Feminists for Life of America -- an antiabortion nonprofit that has recruited celebrity envoys like Patricia Heaton of "Everybody Loves Raymond" -- is at the forefront of claims about Anthony's antiabortion beliefs. Their Web site quotes Anthony on the subject of helping to "bring about a better state of things for mothers generally, so their unborn little ones could not be willed away from them" (a statement that can conveniently be taken to mean any number of things). Other groups, like the Susan B. Anthony List, describe Anthony as "an outspoken critic of abortion."
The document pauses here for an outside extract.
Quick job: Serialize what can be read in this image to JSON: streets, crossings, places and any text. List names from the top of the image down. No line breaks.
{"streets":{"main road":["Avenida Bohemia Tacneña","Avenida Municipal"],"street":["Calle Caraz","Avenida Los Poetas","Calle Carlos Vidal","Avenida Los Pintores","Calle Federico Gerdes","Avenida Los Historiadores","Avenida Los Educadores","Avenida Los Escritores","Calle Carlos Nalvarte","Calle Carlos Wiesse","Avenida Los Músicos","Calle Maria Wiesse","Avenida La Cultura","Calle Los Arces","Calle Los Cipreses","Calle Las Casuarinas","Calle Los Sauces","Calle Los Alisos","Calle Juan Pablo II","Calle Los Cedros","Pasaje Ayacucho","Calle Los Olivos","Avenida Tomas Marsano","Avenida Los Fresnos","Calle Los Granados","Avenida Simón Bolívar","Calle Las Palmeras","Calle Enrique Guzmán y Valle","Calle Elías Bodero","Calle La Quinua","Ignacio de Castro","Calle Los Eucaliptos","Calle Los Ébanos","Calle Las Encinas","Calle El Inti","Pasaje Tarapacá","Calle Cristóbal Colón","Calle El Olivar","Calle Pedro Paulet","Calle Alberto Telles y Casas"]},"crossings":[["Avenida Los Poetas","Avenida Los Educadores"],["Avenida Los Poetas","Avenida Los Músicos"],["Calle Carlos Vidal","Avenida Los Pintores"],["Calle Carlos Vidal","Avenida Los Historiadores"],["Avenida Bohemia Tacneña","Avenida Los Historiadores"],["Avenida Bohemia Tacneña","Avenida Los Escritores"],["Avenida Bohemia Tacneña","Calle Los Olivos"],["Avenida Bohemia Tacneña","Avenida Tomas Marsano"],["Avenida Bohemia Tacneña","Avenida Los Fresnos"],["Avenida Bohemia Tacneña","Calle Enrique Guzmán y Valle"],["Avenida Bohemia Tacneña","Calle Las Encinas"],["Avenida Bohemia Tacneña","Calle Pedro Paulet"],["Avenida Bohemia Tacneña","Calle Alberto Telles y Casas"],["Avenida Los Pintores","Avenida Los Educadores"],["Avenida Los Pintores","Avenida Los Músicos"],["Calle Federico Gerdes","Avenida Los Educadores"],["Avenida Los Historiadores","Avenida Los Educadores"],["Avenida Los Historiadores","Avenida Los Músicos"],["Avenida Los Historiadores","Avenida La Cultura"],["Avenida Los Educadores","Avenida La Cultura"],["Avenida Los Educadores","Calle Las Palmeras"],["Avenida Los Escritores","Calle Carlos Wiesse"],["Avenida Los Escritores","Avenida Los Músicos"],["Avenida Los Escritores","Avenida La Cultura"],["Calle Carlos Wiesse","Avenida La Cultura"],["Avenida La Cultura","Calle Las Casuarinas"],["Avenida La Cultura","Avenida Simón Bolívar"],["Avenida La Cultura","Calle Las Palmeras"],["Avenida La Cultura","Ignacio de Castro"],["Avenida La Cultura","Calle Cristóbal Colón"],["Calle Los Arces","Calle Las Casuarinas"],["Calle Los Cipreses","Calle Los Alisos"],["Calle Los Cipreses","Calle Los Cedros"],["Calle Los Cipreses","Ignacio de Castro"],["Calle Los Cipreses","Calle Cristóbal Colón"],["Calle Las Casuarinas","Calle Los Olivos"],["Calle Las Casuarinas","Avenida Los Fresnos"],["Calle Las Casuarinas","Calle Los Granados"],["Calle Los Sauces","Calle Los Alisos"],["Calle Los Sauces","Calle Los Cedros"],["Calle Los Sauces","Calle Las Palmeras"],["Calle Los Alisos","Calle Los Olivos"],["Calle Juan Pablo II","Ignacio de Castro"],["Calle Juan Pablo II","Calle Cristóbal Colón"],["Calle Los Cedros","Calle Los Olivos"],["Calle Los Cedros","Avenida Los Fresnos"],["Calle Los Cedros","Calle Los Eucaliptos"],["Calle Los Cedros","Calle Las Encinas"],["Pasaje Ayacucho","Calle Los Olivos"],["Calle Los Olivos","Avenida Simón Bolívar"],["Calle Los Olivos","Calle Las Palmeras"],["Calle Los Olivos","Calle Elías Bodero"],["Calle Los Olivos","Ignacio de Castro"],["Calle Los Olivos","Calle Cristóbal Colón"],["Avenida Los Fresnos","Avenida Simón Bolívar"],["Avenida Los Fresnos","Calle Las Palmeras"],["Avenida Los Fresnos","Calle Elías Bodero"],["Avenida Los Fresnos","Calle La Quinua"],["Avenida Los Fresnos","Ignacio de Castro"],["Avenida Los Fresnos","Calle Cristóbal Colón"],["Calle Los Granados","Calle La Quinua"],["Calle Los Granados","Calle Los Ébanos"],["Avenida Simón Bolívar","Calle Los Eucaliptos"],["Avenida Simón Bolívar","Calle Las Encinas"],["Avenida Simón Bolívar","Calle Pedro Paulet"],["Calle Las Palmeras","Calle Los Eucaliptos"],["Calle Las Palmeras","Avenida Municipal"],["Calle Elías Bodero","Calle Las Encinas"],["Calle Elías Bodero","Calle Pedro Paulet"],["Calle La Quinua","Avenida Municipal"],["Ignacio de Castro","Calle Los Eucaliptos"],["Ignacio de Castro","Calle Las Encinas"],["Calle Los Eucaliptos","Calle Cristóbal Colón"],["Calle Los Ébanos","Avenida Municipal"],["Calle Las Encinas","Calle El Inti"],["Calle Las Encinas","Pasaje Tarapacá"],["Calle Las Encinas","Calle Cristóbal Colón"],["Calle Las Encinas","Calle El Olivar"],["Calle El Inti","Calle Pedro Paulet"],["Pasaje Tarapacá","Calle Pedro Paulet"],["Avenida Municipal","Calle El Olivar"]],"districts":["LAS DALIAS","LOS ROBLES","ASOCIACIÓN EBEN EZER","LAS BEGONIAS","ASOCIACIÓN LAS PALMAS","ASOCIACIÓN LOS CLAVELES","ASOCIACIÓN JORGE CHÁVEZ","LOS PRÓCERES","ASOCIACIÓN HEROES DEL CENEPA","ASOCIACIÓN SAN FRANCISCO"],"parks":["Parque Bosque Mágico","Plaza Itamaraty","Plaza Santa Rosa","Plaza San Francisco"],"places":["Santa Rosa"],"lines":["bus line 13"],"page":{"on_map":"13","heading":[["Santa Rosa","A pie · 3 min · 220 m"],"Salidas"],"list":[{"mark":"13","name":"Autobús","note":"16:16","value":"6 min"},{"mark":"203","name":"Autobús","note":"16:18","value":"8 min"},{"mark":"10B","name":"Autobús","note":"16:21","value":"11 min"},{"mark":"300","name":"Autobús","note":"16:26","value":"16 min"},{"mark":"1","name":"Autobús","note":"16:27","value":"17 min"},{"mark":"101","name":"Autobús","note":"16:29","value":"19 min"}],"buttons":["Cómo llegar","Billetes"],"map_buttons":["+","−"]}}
But proof of Anthony's position on abortion is not so unequivocal. The antiabortionists' strongest evidence comes from feminist newspaper the Revolution, published by Anthony, which printed articles that referred to abortion as "child-murder" or "ante-natal infanticide." Mary Krane Derr, a member of Feminists for Life, also points to an 1869 article in the Revolution that describes abortion as "the horrible crime of child-murder." The article is signed with the letter "A," and Derr believes Anthony is the author. This is certainly possible, but Anthony isn't known to have ever signed her work this way.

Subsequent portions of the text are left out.